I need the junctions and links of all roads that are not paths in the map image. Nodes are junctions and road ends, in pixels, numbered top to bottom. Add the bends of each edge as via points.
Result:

--

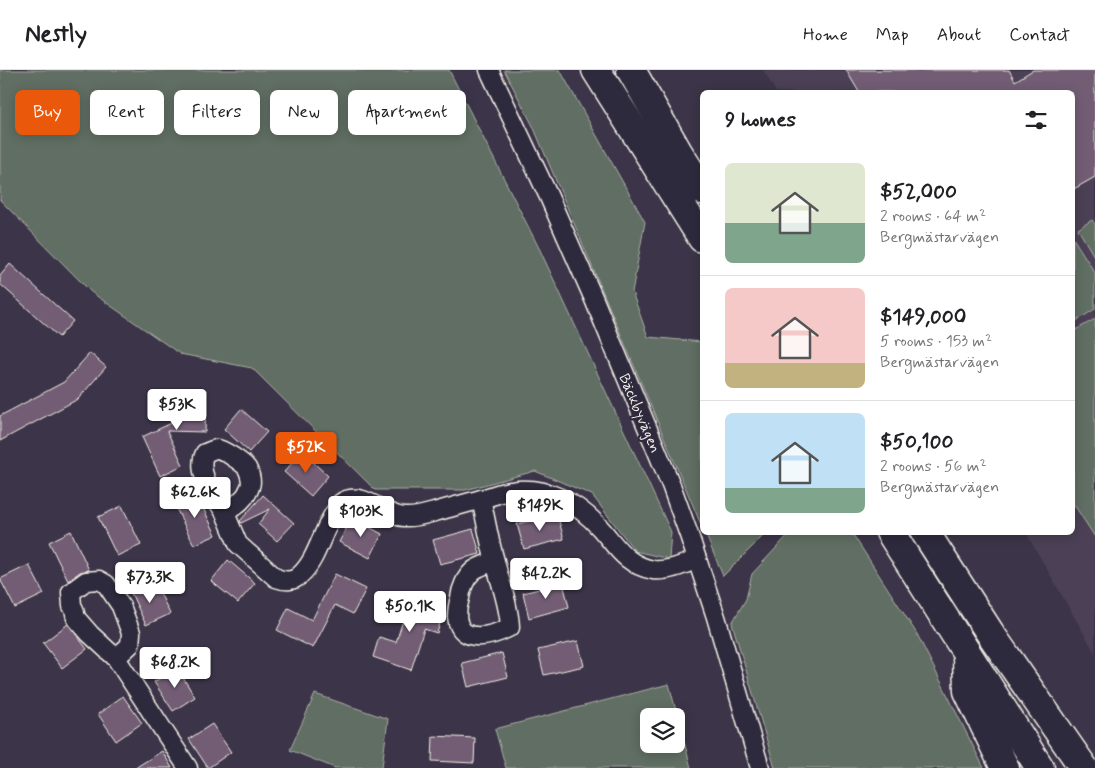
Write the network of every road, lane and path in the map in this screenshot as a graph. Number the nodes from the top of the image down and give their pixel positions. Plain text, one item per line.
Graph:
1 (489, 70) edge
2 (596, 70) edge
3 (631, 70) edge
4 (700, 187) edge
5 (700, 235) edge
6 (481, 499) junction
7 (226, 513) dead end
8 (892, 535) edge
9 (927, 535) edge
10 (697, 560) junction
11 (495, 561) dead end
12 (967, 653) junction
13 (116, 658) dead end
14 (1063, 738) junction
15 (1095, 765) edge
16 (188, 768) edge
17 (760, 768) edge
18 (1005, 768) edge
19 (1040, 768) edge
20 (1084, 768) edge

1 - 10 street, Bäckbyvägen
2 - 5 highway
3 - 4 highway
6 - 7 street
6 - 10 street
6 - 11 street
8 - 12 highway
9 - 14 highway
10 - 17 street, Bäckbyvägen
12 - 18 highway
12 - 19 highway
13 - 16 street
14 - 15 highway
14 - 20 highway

WORK INSTRUCTIONS ::
Return each line of the material above in which the string "image" appears.

REPLY TO THE TASK ::
I need the junctions and links of all roads that are not paths in the map image. Nodes are junctions and road ends, in pixels, numbered top to bottom. Add the bends of each edge as via points.
Write the network of every road, lane and path in the map in this screenshot as a graph. Number the nodes from the top of the image down and give their pixel positions. Plain text, one item per line.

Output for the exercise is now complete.